> [TASK PROMPT]: Collect each line of the records containing the string "Cavazana".

> [RECORDS FOR THIS TASK]:
= = =

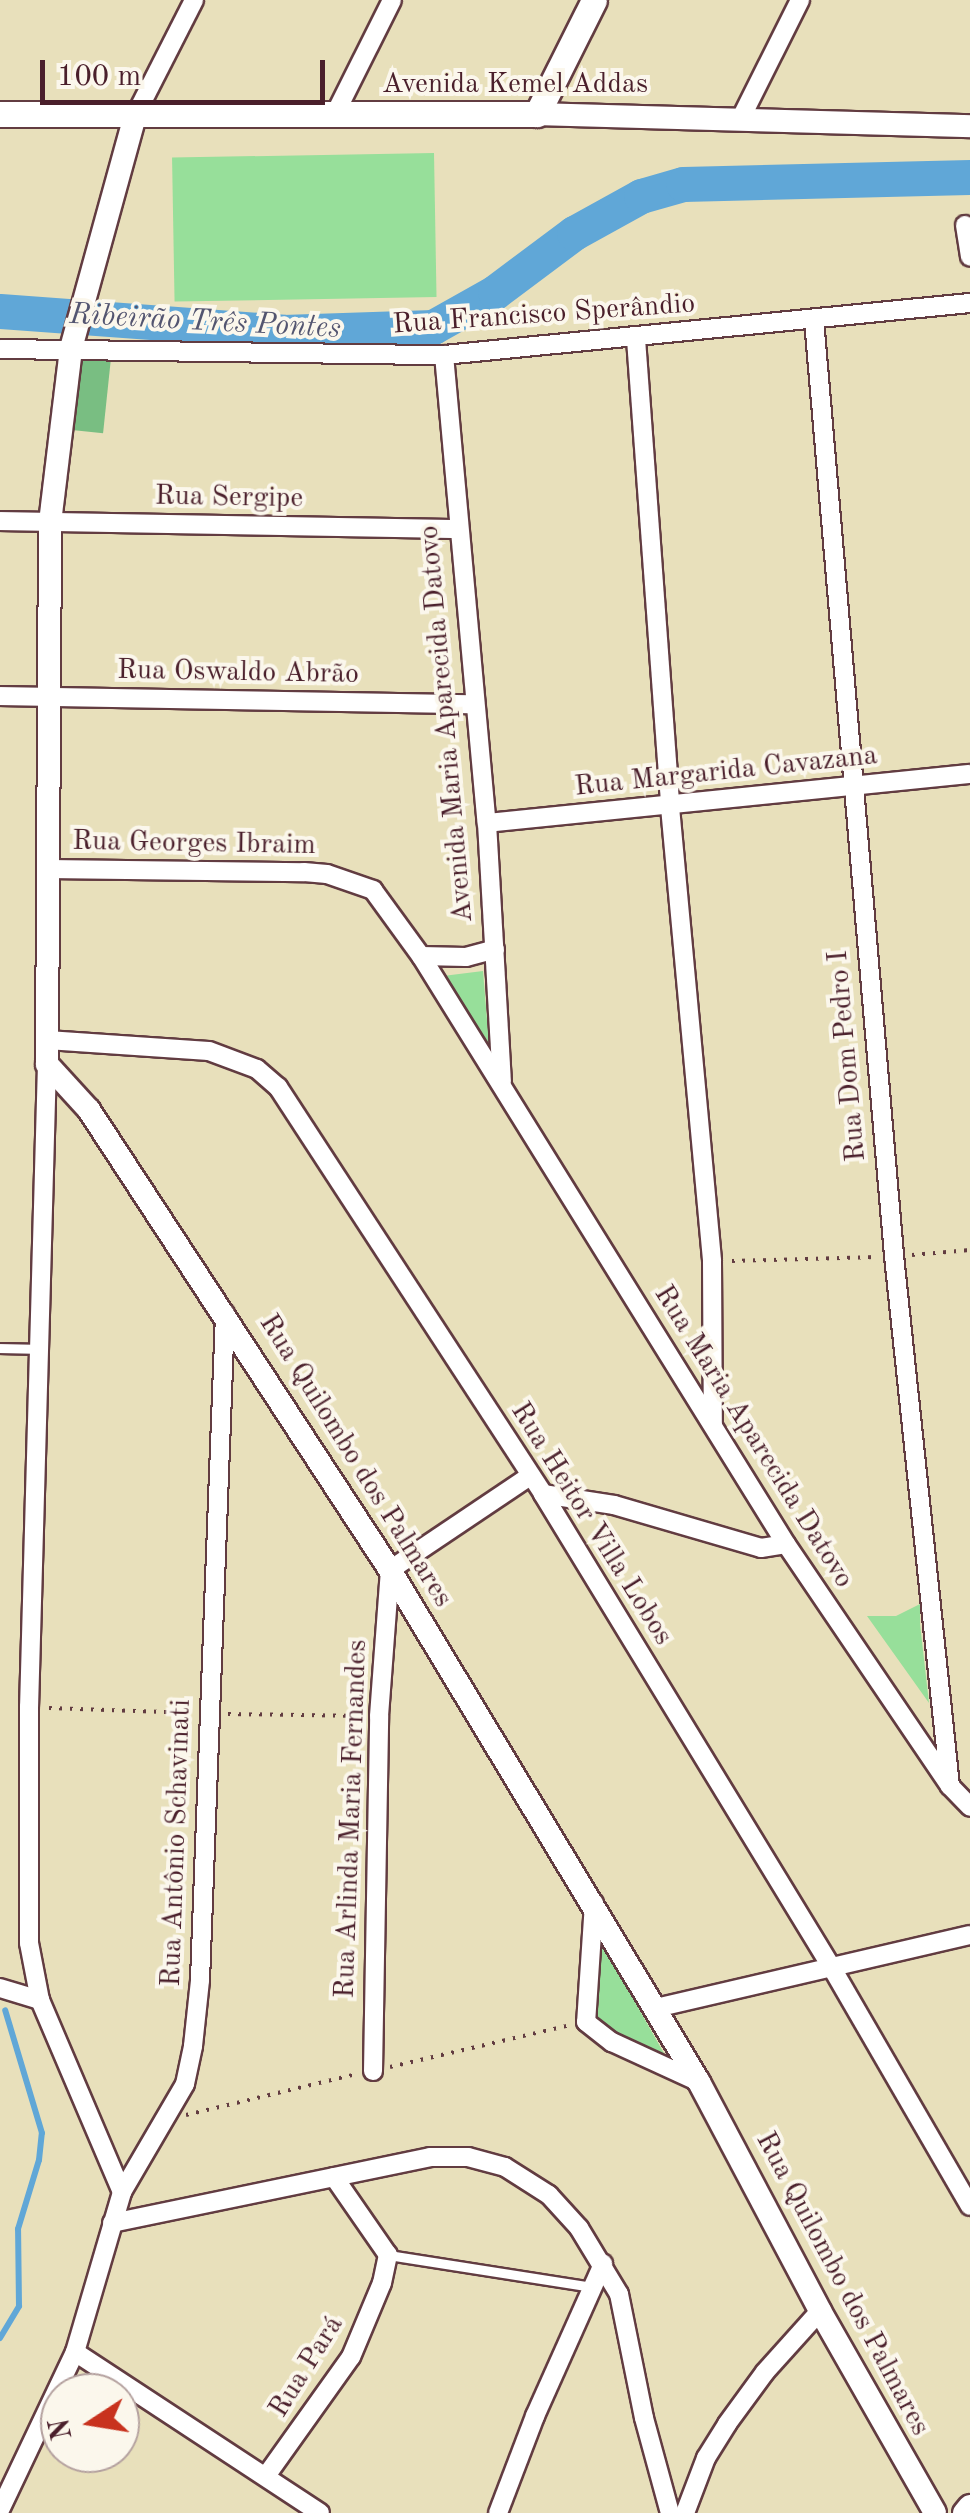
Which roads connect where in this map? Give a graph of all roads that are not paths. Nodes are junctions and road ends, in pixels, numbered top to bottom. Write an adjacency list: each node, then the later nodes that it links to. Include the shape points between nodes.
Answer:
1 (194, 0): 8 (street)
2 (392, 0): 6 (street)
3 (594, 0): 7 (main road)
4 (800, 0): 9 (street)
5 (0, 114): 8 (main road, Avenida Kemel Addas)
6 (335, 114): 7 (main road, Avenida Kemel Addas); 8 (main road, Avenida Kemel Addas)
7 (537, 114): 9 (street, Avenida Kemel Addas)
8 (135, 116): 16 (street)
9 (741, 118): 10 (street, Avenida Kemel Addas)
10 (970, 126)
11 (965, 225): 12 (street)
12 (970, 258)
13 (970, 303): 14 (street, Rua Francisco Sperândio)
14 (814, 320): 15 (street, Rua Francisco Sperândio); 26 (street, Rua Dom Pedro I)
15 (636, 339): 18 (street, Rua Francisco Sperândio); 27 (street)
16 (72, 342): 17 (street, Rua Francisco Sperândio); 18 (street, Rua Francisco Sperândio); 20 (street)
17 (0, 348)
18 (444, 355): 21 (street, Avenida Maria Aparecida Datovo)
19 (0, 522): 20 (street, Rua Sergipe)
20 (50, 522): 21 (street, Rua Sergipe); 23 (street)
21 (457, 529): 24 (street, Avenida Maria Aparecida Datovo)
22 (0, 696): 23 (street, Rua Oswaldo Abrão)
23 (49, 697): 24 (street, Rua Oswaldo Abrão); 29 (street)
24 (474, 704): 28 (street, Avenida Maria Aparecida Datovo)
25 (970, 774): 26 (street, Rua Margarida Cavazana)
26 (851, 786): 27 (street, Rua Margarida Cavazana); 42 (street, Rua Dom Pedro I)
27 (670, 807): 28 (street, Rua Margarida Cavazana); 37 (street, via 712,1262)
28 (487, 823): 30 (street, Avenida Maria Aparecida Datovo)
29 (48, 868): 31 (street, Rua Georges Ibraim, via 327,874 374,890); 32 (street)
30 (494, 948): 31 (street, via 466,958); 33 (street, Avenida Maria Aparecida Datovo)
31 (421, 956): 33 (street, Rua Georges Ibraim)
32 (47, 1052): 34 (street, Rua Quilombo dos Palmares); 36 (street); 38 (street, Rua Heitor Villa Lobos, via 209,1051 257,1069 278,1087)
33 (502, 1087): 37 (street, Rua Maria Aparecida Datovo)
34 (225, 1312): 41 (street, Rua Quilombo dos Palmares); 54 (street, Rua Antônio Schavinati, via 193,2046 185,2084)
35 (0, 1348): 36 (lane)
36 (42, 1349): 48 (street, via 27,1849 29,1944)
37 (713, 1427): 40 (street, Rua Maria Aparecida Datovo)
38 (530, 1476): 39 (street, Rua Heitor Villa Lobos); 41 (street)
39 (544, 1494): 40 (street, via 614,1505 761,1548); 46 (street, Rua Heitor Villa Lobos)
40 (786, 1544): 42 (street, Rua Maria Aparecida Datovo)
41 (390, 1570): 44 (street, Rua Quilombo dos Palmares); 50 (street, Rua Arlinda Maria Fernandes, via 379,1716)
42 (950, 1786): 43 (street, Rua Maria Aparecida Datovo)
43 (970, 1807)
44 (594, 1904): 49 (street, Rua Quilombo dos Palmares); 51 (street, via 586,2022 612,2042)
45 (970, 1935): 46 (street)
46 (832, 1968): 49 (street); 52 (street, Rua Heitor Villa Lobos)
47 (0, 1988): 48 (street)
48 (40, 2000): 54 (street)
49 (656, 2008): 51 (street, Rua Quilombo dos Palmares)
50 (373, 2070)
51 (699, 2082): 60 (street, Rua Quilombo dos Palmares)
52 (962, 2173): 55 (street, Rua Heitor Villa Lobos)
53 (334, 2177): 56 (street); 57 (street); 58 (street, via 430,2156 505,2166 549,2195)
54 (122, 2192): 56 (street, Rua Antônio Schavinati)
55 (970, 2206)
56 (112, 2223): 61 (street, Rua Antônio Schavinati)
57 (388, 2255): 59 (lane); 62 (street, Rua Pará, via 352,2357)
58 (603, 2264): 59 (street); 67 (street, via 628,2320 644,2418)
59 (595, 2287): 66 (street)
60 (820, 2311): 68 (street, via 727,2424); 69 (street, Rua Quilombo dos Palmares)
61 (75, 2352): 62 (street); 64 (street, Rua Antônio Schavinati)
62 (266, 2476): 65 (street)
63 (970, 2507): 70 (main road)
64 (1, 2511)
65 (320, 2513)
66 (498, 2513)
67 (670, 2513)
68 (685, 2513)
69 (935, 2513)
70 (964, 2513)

= = =

> [WRITTEN REPLY]:
25 (970, 774): 26 (street, Rua Margarida Cavazana)
26 (851, 786): 27 (street, Rua Margarida Cavazana); 42 (street, Rua Dom Pedro I)
27 (670, 807): 28 (street, Rua Margarida Cavazana); 37 (street, via 712,1262)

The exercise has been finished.